Paddy walks past a new pub and sees a sign in the window:

"SPECIAL OFFER: Pies 50p, [email protected] 10p"

He can believe his luck! in he goes and sees a stunning blonde barmaid and asks her "are you the one that gives the [email protected]?"

"Yes" she replied.

"Well" he says, "wash yer hands I want a pie"

-----------------------------

Apple have scrapped their plans for a new childens iPod. Apparently iTouch Kids wouldonly appeal to priests

-----------------------------

Ive just started selling DIY bomb making kits which are disguised as prayer mats.

Prophets are going through the roof...


----------



## Bambi (Jul 1, 2009)

The only annoying thing is when people try and pass them off as their own with 'original' fan pages on facebook. No you're not clever, you're a derivative little c***


----------



## djmacka (Dec 4, 2008)

Hate it when they end up as text messages & you get spammed the same s*%te from numerous people...


----------



## B-GJOE (May 7, 2009)

My wife called me a paranoid, ginger, mentally unstable lunatic with a serious issue with steroids.

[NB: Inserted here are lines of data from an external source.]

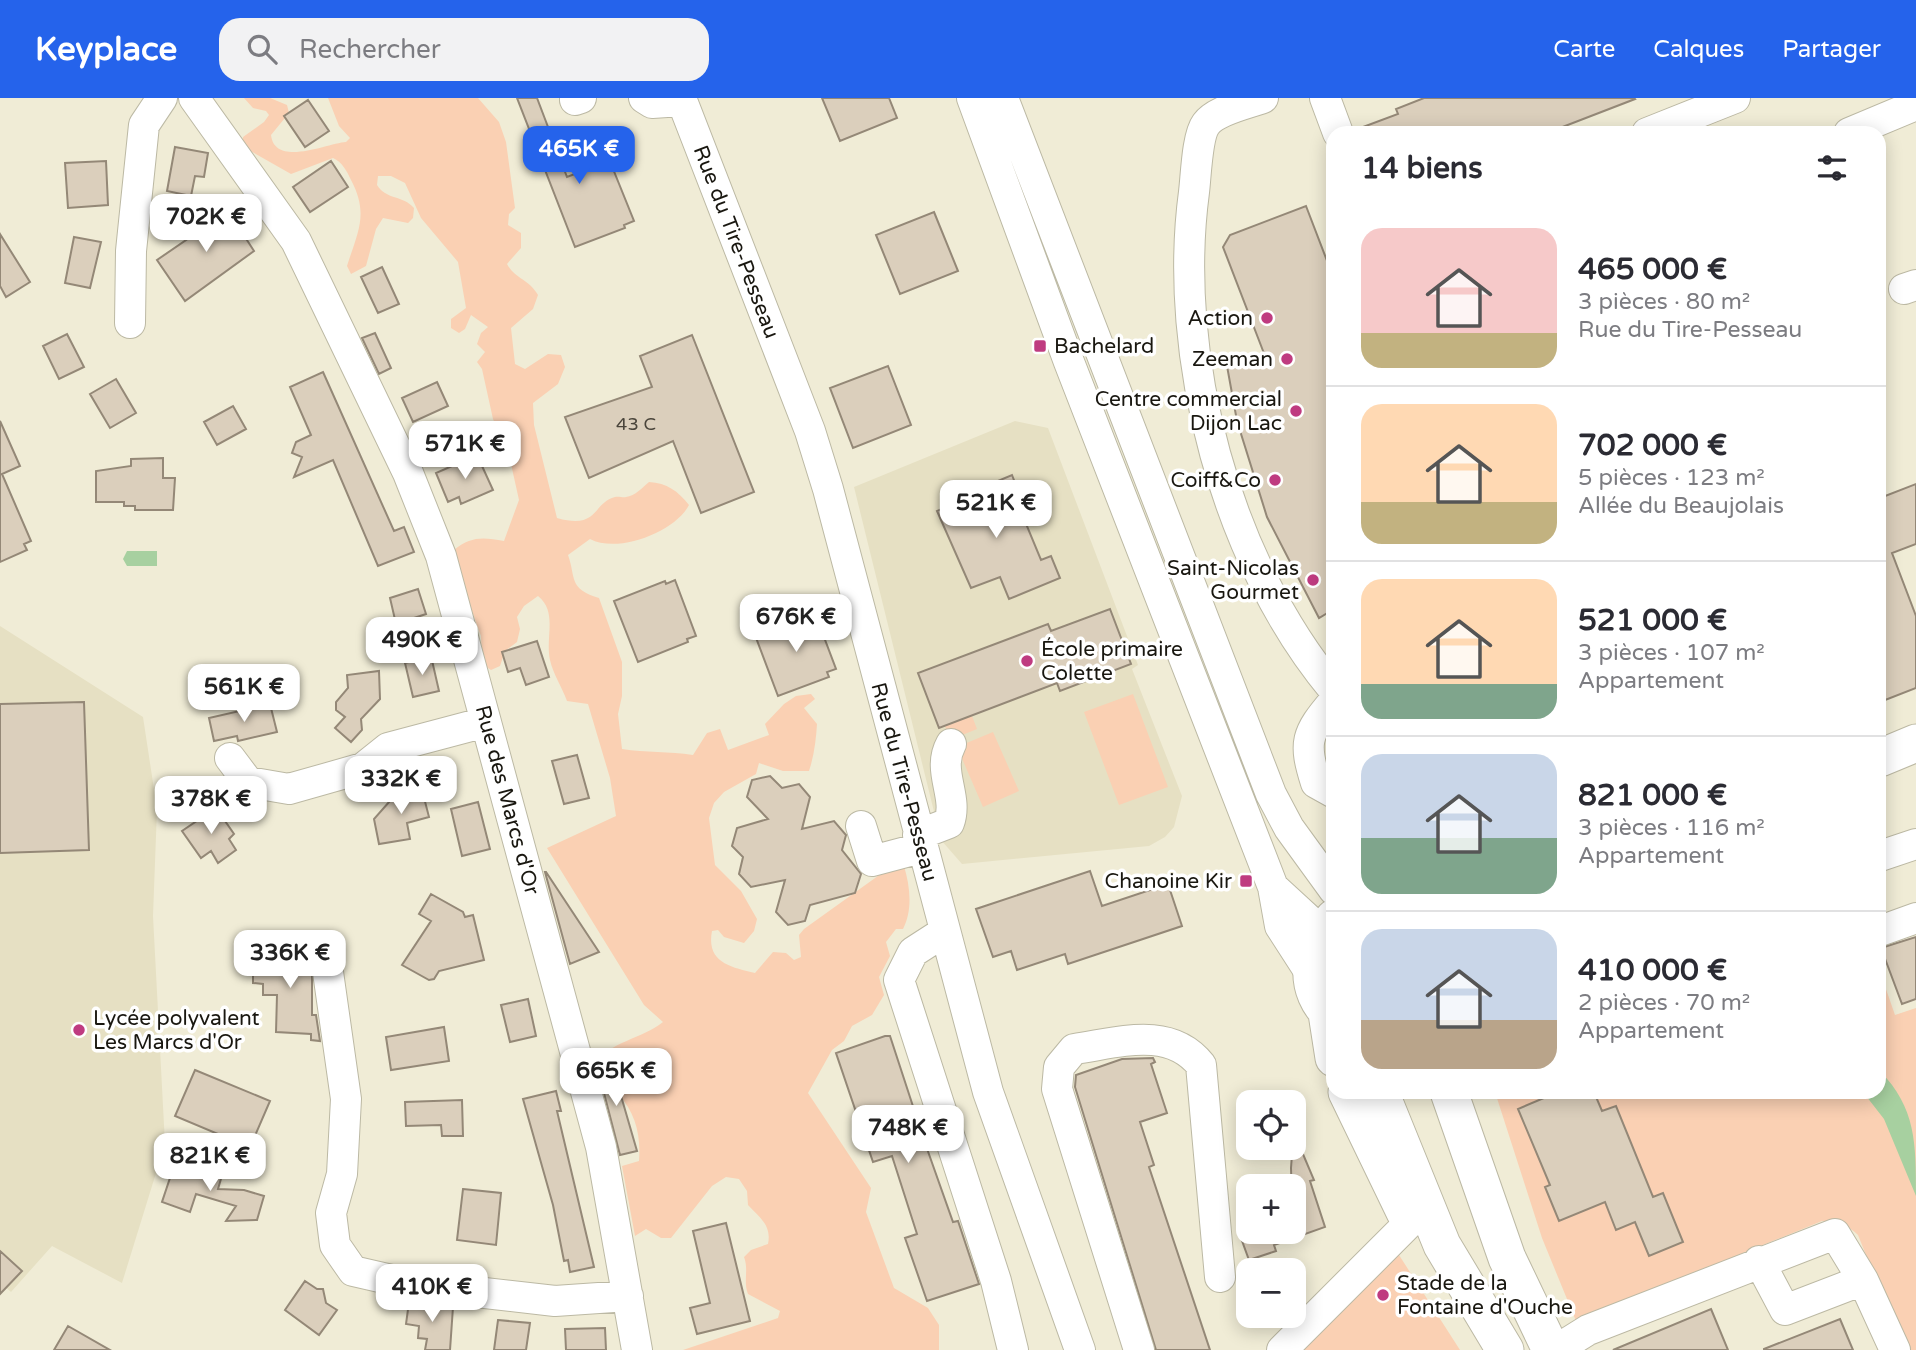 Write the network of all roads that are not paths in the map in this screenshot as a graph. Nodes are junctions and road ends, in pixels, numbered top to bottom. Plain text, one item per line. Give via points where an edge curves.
1 (162, 98) edge
2 (194, 98) edge
3 (644, 98) edge
4 (972, 98) edge
5 (1003, 98) edge
6 (1263, 98) edge
7 (1735, 98) edge
8 (681, 100) edge
9 (1332, 100) edge
10 (1916, 101) edge
11 (1337, 126) edge
12 (1665, 126) edge
13 (1864, 126) edge
14 (130, 323) dead end
15 (1326, 678) edge
16 (1326, 710) edge
17 (486, 722) junction
18 (1916, 743) edge
19 (950, 744) dead end
20 (1886, 756) edge
21 (230, 758) dead end
22 (1916, 770) edge
23 (1886, 782) edge
24 (1326, 789) edge
25 (861, 826) dead end
26 (919, 842) junction
27 (1914, 851) edge
28 (1886, 855) edge
29 (1326, 879) edge
30 (1273, 887) junction
31 (1916, 918) edge
32 (1326, 924) edge
33 (1326, 929) edge
34 (1886, 929) edge
35 (944, 932) junction
36 (327, 965) dead end
37 (1311, 974) junction
38 (1326, 1010) edge
39 (1350, 1099) edge
40 (1383, 1099) edge
41 (1451, 1099) edge
42 (1412, 1220) junction
43 (1442, 1245) junction
44 (1759, 1261) junction
45 (1220, 1277) dead end
46 (1863, 1280) junction
47 (628, 1296) junction
48 (637, 1350) edge
49 (1013, 1350) edge
50 (1080, 1350) edge
51 (1139, 1350) edge
52 (1282, 1350) edge
53 (1505, 1350) edge
54 (1554, 1350) edge
55 (1895, 1350) edge

1 - 14 street via 144,125 131,251
2 - 17 street, Rue des Marcs d'Or via 296,241 408,473 441,556
3 - 8 street via 652,103
4 - 30 street
5 - 29 street via 1271,794
6 - 15 street via 1215,116 1203,129 1191,219 1192,336 1210,434 1240,525 1289,625
7 - 12 street
8 - 26 street, Rue du Tire-Pesseau via 810,431
9 - 11 street
10 - 13 street
16 - 24 street via 1308,738 1307,753 1316,783
17 - 21 street via 388,748 363,768 289,789 248,782
17 - 47 street, Rue des Marcs d'Or via 601,1147
18 - 20 main road
19 - 26 street via 944,762 953,812 948,824
22 - 23 main road
25 - 26 street via 872,861
26 - 35 street, Rue du Tire-Pesseau
27 - 28 street
30 - 32 street
30 - 37 street via 1280,926
31 - 34 street
33 - 37 main road via 1313,952
35 - 49 street via 913,952 899,980 996,1280
35 - 50 street, Rue du Tire-Pesseau via 988,1092
36 - 47 street via 346,1099 342,1174 331,1213 335,1245 353,1271 414,1285 555,1301
37 - 38 main road
39 - 42 main road
40 - 43 main road
41 - 54 main road via 1507,1258
42 - 43 main road
42 - 52 street
43 - 53 main road
44 - 46 street via 1835,1234
44 - 46 street via 1785,1310
44 - 54 street via 1588,1330
45 - 51 street via 1201,1065 1189,1049 1156,1038 1074,1049 1059,1067 1057,1089
46 - 55 street
47 - 48 street, Rue des Marcs d'Or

I almost dropped my sawn off shotgun!


----------



## B-GJOE (May 7, 2009)

My mate's a Thalidomide bodybuilder...

He's got an arm like a baby's cock.


----------



## B-GJOE (May 7, 2009)

I pulled a big fat bird last night and took her back to mine.

I left the T.V on all night and was awoken by the teletubbies theme tune.

She said to me "I can't believe I have been woken by the teletubbies"

I said: "I know, how ironic; 'Time for tubby bye bye.'"


----------



## B-GJOE (May 7, 2009)

Mr muscle... loves the jobs you hate...

He's Polish then.


----------